Dairy farmers are required to report to their regional councils on their nitrogen fertiliser use by the end of the July, rural professionals have been told.

It is one of four main requirements placed on farmers in the National Environmental Standard (NES) for Freshwater, finalised in August 2020, and being implemented over five years.

Fonterra sustainable dairying advisor Helen Moodie told rural professionals at a Northland Inc. seminar that the NES requirements regarding nitrogen fertiliser are now looming and that farmers are going to need help for compliance.

In a former role Moodie was involved in the DairyNZ engagement with the Essential Freshwater policy-making process in 2017-18.

The NES contains a cap on the use of synthetic nitrogen of 190kg/ha/year that applied from July 31, 2021, plus the annual reporting requirement.

The report must contain the total farm area; divided into grazed and non-grazed land; the grazed land split into grazed forage crops and non-forage crops, the kilograms of nitrogen applied to each land use category; the name of the fertiliser applied, including the %N; the New Zealand Business Number; and the dairy supply number.

The 190kg/ha nitrogen limit applies to a contiguous area but doesn’t apply to fertiliser used to grow maize or pasture silage.

The limit applies to all pastoral land but only dairy farmers have to report their usage, and only on their milking platform, not non-contiguous support land.

Moodie said the means of reporting had not been established but regional councils are trying to build one data hub for all local government areas.

Fertiliser companies are also working on tools for collation of information that farmers can check and then submit to councils.
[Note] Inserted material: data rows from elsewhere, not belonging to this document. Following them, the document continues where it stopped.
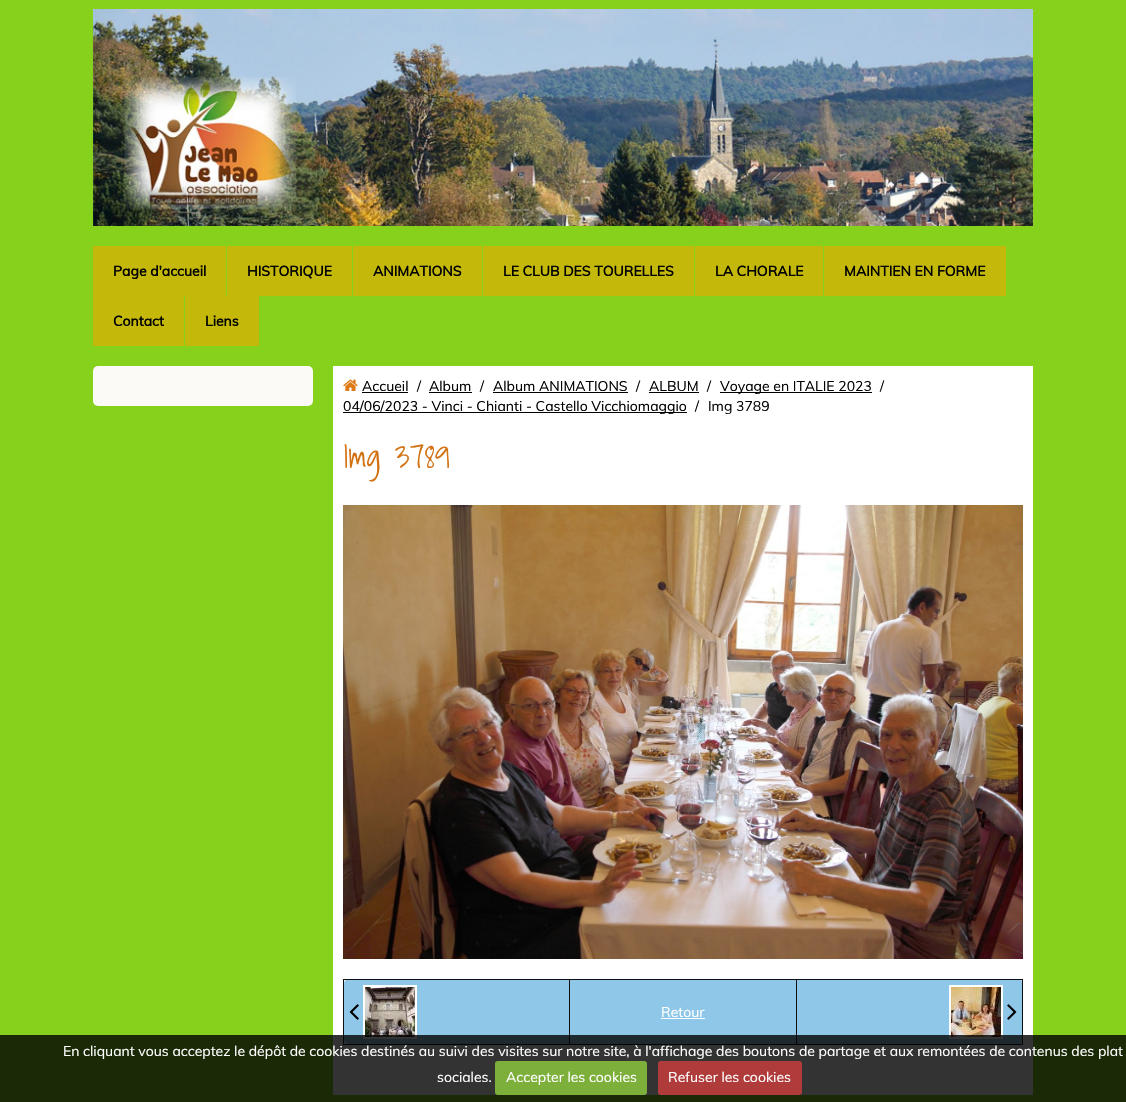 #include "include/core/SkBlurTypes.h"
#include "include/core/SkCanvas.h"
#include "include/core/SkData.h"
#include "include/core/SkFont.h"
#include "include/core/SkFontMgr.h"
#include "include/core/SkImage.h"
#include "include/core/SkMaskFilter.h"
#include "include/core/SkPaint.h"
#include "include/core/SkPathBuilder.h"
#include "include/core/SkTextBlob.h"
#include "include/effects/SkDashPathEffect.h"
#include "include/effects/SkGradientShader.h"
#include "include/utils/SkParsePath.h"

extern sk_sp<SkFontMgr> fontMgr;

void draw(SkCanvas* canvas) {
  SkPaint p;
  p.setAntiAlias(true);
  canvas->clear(SkColorSetRGB(133, 209, 28));
  canvas->drawImageRect(SkImages::DeferredFromEncodedData(SkData::MakeFromFileName("images/1.png")), SkRect::MakeLTRB(93, 9, 1033, 226), SkSamplingOptions());
  p.setColor(SkColorSetRGB(196, 184, 11));
  canvas->drawRect(SkRect::MakeLTRB(93, 246, 226, 296), p);
  canvas->drawRect(SkRect::MakeLTRB(227, 246, 352, 296), p);
  canvas->drawRect(SkRect::MakeLTRB(353, 246, 482, 296), p);
  canvas->drawRect(SkRect::MakeLTRB(483, 246, 694, 296), p);
  canvas->drawRect(SkRect::MakeLTRB(695, 246, 823, 296), p);
  canvas->drawRect(SkRect::MakeLTRB(824, 246, 1006, 296), p);
  canvas->drawRect(SkRect::MakeLTRB(93, 296, 184, 346), p);
  canvas->drawRect(SkRect::MakeLTRB(185, 296, 259, 346), p);
  p.setColor(SkColorSetRGB(251, 250, 247));
  canvas->drawRoundRect(SkRect::MakeLTRB(93, 366, 313, 406), 5, 5, p);
  p.setColor(SK_ColorWHITE);
  canvas->drawRect(SkRect::MakeLTRB(333, 366, 1033, 1095), p);
  canvas->drawImageRect(SkImages::DeferredFromEncodedData(SkData::MakeFromFileName("images/2.png")), SkRect::MakeLTRB(343, 379, 358, 391), SkSamplingOptions());
  p.setColor(SK_ColorBLACK);
  canvas->drawRect(SkRect::MakeLTRB(362, 392, 408, 393), p);
  canvas->drawRect(SkRect::MakeLTRB(429, 392, 472, 393), p);
  canvas->drawRect(SkRect::MakeLTRB(493, 392, 628, 393), p);
  canvas->drawRect(SkRect::MakeLTRB(649, 392, 699, 393), p);
  canvas->drawRect(SkRect::MakeLTRB(720, 392, 872, 393), p);
  canvas->drawRect(SkRect::MakeLTRB(343, 412, 687, 413), p);
  canvas->drawImageRect(SkImages::DeferredFromEncodedData(SkData::MakeFromFileName("images/3.png")), SkRect::MakeLTRB(343, 505, 1023, 959), SkSamplingOptions());
  p.setColor(SkColorSetRGB(143, 199, 232));
  canvas->drawPath(SkPathBuilder().moveTo(349, 979).lineTo(570, 979).lineTo(570, 1044).lineTo(349, 1044).cubicTo(346, 1044, 344, 1042, 344, 1039).lineTo(344, 984).cubicTo(344, 981, 346, 979, 349, 979).close().detach(), p);
  canvas->drawPath(SkPathBuilder().moveTo(796, 979).lineTo(1018, 979).cubicTo(1021, 979, 1023, 981, 1023, 984).lineTo(1023, 1039).cubicTo(1023, 1042, 1021, 1044, 1018, 1044).lineTo(796, 1044).close().detach(), p);
  p.setColor(SkColorSetRGB(15, 15, 15));
  canvas->drawRect(SkRect::MakeLTRB(343, 979, 1023, 980), p);
  canvas->drawRect(SkRect::MakeLTRB(1022, 979, 1023, 1045), p);
  canvas->drawRect(SkRect::MakeLTRB(343, 1044, 1023, 1045), p);
  canvas->drawRect(SkRect::MakeLTRB(343, 979, 344, 1045), p);
  p.setStyle(SkPaint::kStroke_Style);
  p.setStrokeWidth(2);
  p.setColor(SK_ColorWHITE);
  canvas->drawRect(SkRect::MakeLTRB(364, 986, 416, 1038), p);
  canvas->drawImageRect(SkImages::DeferredFromEncodedData(SkData::MakeFromFileName("images/4.png")), SkRect::MakeLTRB(349, 1004, 359, 1020), SkSamplingOptions());
  canvas->drawImageRect(SkImages::DeferredFromEncodedData(SkData::MakeFromFileName("images/5.png")), SkRect::MakeLTRB(365, 987, 415, 1037), SkSamplingOptions());
  p.setStyle(SkPaint::kFill_Style);
  p.setColor(SkColorSetRGB(143, 199, 232));
  canvas->drawRect(SkRect::MakeLTRB(570, 980, 796, 1044), p);
  p.setColor(SkColorSetRGB(15, 15, 15));
  canvas->drawRect(SkRect::MakeLTRB(569, 979, 570, 1045), p);
  p.setColor(SK_ColorWHITE);
  canvas->drawRect(SkRect::MakeLTRB(661, 1018, 705, 1019), p);
  p.setColor(SkColorSetRGB(15, 15, 15));
  canvas->drawRect(SkRect::MakeLTRB(796, 979, 797, 1045), p);
  p.setStyle(SkPaint::kStroke_Style);
  p.setColor(SK_ColorWHITE);
  canvas->drawRect(SkRect::MakeLTRB(950, 986, 1002, 1038), p);
  canvas->drawImageRect(SkImages::DeferredFromEncodedData(SkData::MakeFromFileName("images/6.png")), SkRect::MakeLTRB(951, 987, 1001, 1037), SkSamplingOptions());
  canvas->drawImageRect(SkImages::DeferredFromEncodedData(SkData::MakeFromFileName("images/7.png")), SkRect::MakeLTRB(1007, 1004, 1017, 1020), SkSamplingOptions());
  p.setStyle(SkPaint::kFill_Style);
  p.setColor(SkColorSetARGB(204, 0, 0, 0));
  canvas->drawRect(SkRect::MakeLTRB(0, 1035, 1126, 1102), p);
  p.setColor(SkColorSetRGB(125, 175, 59));
  canvas->drawRoundRect(SkRect::MakeLTRB(495, 1061, 647, 1095), 3, 3, p);
  p.setColor(SkColorSetRGB(175, 59, 59));
  canvas->drawRoundRect(SkRect::MakeLTRB(658, 1061, 802, 1095), 3, 3, p);
  SkFont font1(fontMgr->matchFamilyStyle("Muli", SkFontStyle::Bold()), 14);
  font1.setSubpixel(true);
  p.setColor(SK_ColorBLACK);
  canvas->drawString("Page d'accueil", 113, 276, font1, p);
  canvas->drawString("HISTORIQUE", 247, 276, font1, p);
  canvas->drawString("ANIMATIONS", 373, 276, font1, p);
  canvas->drawString("LE CLUB DES TOURELLES", 503, 276, font1, p);
  canvas->drawString("LA CHORALE", 715, 276, font1, p);
  canvas->drawString("MAINTIEN EN FORME", 844, 276, font1, p);
  canvas->drawString("Contact", 113, 326, font1, p);
  canvas->drawString("Liens", 205, 326, font1, p);
  SkFont font2(fontMgr->matchFamilyStyle("Muli", SkFontStyle::Normal()), 14);
  font2.setSubpixel(true);
  canvas->drawString("Accueil", 362, 391, font2, p);
  p.setColor(SkColorSetRGB(7, 7, 7));
  canvas->drawString("/", 417, 391, font2, p);
  p.setColor(SK_ColorBLACK);
  canvas->drawString("Album", 429, 391, font2, p);
  p.setColor(SkColorSetRGB(7, 7, 7));
  canvas->drawString("/", 480, 391, font2, p);
  p.setColor(SK_ColorBLACK);
  canvas->drawString("Album ANIMATIONS", 493, 391, font2, p);
  p.setColor(SkColorSetRGB(7, 7, 7));
  canvas->drawString("/", 636, 391, font2, p);
  p.setColor(SK_ColorBLACK);
  canvas->drawString("ALBUM", 649, 391, font2, p);
  p.setColor(SkColorSetRGB(7, 7, 7));
  canvas->drawString("/", 707, 391, font2, p);
  p.setColor(SK_ColorBLACK);
  canvas->drawString("Voyage en ITALIE 2023", 720, 391, font2, p);
  p.setColor(SkColorSetRGB(7, 7, 7));
  canvas->drawString("/", 880, 391, font2, p);
  p.setColor(SK_ColorBLACK);
  canvas->drawString("04/06/2023 - Vinci - Chianti - Castello Vicchiomaggio", 343, 411, font2, p);
  p.setColor(SkColorSetRGB(7, 7, 7));
  canvas->drawString("/", 695, 411, font2, p);
  canvas->drawString("Img 3789", 708, 411, font2, p);
  SkFont font3(fontMgr->matchFamilyStyle("Shadows Into Light", SkFontStyle::Normal()), 32);
  font3.setSubpixel(true);
  p.setColor(SkColorSetRGB(210, 114, 18));
  canvas->drawString("Img 3789", 343, 468, font3, p);
  p.setColor(SK_ColorWHITE);
  canvas->drawString("Retour", 661, 1017, font2, p);
  canvas->drawString("En cliquant vous acceptez le dépôt de cookies destinés au suivi des visites sur notre site, à l'affichage des boutons de partage et aux remontées de contenus des plat", 63, 1056, font2, p);
  canvas->drawString("sociales.", 437, 1082, font2, p);
  canvas->drawString("Accepter les cookies", 506, 1082, font2, p);
  canvas->drawString("Refuser les cookies", 668, 1082, font2, p);
}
Fonterra farmers will have the relevant information in their Farm Dairy Record, to comply with the Co-operative Difference payment scheme, but reporting will be duplicated at this stage, she said.

Other approaching NES deadlines are categories of cattle exclusion from waterways by July 1 next year.

They must be excluded and kept at least 3m from the edge of the bed of a lake or a river greater than 1m, including intermittent streams.

Fonterra’s policy to date applied to permanently flowing streams, not intermittent.

Next year’s requirement is for beef cattle and deer being intensively grazed, being break-fed on annual forage crops and irrigated pastures along with all dairy cattle.

Beef cattle and deer on low-slope land (generally under 10 degrees) and dairy support cattle will be covered from 2025.

Cattle must also be excluded from all natural wetlands greater than 500sq m by July next year.

The person who owns the cows is liable, not the owner of the land, so some grazing agreements may need to be modified.

“Enforcement won’t be optional and farmers who don’t comply risk abatement notices and fines from their councils, so please help your farmers get through the grief cycle,” Moodie said.

“Dairy farmers have had 10 years or more to achieve stock exclusion; beef farmers have got two.”

Freshwater Farm Plans are coming down the track as a key delivery mechanism of NES attributes and these will have to be certified and regularly audited, by contractors to the regional councils.

That part of the new Resource Management Act amendments will come into effect in 2023 and phased groups of regional councils will be rolled out until the end of 2025.

The content of these plans is still being finalised but will focus on the catchment context, risk assessment and analysis, management actions and the regulation.

The need for a consent to intensify any area greater than 10ha is awaiting regional council notification of a plan that complies with the 22 new NES attributes.

Councils are required to have that part of their Regional Plan drafted, consulted upon and written by the end of 2024.

Already one application has been made to the Northland Regional Council to bring dairy support land into the dairying platform, which comes under the heading of intensification.

Moodie advised rural professionals and their clients to investigate council funding subsidies for treating erosion-prone land, including retiring pasture and marginal hill country, fencing and planting, and associated soil conservation.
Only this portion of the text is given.